4. Thus if we consider the performance of the company in the year of the crisis to assess
the future performance of the company it will represent a faulty projection for the
company. So by excluding and projecting according to the trend that the company has
shown it comes out to be a growth of 20% and thus will generate revenue of around
5238 crore.
5. In the year 2005-06 the company has introduced some aircrafts (Boeing 337-700,
A340-300E), and due to soaring prices of ATF the company has incurred higher
amount of expenses. It is difficult to determine whether company is going to increase
more aircrafts and also the fluctuating oil prices. So, we could not predict the COGS
of the company.
6. Another major reason, why the projection of the company is increasingly difficult is
because, it has recently been allowed to operate overseas and for this company has
been entering into many new contracts and trying to make acquisition like Sahara
Airlines (which failed, though), in fact the company has also start operating in certain
countries, in which it had not been earlier.

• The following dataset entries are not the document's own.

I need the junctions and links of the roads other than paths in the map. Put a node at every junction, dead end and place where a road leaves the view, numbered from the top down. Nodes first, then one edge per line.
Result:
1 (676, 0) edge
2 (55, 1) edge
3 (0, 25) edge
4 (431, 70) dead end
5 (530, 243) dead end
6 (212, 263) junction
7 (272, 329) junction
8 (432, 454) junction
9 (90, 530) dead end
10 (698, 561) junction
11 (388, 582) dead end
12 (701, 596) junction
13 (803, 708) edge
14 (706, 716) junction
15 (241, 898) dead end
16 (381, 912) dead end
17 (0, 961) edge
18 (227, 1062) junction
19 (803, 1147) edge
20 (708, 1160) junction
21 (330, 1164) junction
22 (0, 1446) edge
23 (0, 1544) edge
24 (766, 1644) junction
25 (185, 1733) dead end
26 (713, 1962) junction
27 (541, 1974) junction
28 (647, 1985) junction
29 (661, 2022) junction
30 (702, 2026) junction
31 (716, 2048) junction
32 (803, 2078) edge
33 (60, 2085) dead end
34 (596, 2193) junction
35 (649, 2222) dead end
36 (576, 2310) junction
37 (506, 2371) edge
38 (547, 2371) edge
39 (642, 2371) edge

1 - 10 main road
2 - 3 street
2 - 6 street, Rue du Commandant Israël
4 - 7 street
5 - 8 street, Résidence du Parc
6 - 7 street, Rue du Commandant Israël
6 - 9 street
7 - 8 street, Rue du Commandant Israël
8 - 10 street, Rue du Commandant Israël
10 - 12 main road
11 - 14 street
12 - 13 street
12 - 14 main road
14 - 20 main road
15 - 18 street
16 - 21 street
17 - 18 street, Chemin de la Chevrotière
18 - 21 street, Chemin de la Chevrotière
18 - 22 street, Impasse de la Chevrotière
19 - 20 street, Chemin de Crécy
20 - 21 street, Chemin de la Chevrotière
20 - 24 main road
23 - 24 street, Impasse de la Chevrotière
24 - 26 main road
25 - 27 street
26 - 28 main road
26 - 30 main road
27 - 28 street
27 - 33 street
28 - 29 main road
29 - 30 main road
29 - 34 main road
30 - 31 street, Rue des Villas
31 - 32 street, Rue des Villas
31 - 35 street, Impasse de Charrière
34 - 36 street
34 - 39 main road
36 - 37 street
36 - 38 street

Thus, it makes very difficult to come up
with the projection of promotional expenses and other items of the P/L A/c and
B/sheet.
7. But, if we presume that the company will be only as efficient as earlier years and
there would not be any dramatic change in the market share of the company we can
come up with the following projection table:

year Jet’s Market Total Domestic Market Share Market Jet Airways
Share Market Growth(%) Market growth(%)
2000-01 1982 5223 38
2001-02 2500 5275 47 1 26
2002-03 2526 6009 42 14 1.04
2003-04 2876 7204 40 20 13
2004-05 3447 9063 38 25 19
2005-06 4338 11900 36 31 25
2006-07 5238 14994 35 26 20.75

8. Facing the same problem of an abnormal year of crisis which impacts the airline
business heavily, we have averaged the growth of the four years only except 2000-01
and 2002-03 and got the simple average of 20.75 % and have been projecting it as the
possible growth of the company for 2006-07.But the growth of the company may
even be higher because our projection goes conservative because we have have not
acknowledged the slow growth of the year 2003-04 and have considered it as a
normal year.
So, we conclude that the market share of the jet airways will grow at 20.75 % with
certain assumptions made above and because of the highly fluctuating ATF (Aviation
Turbine Fuel), and growing competion and no definite trend in the different costs we
decided not make any projection for the profit, which may be highly faulty.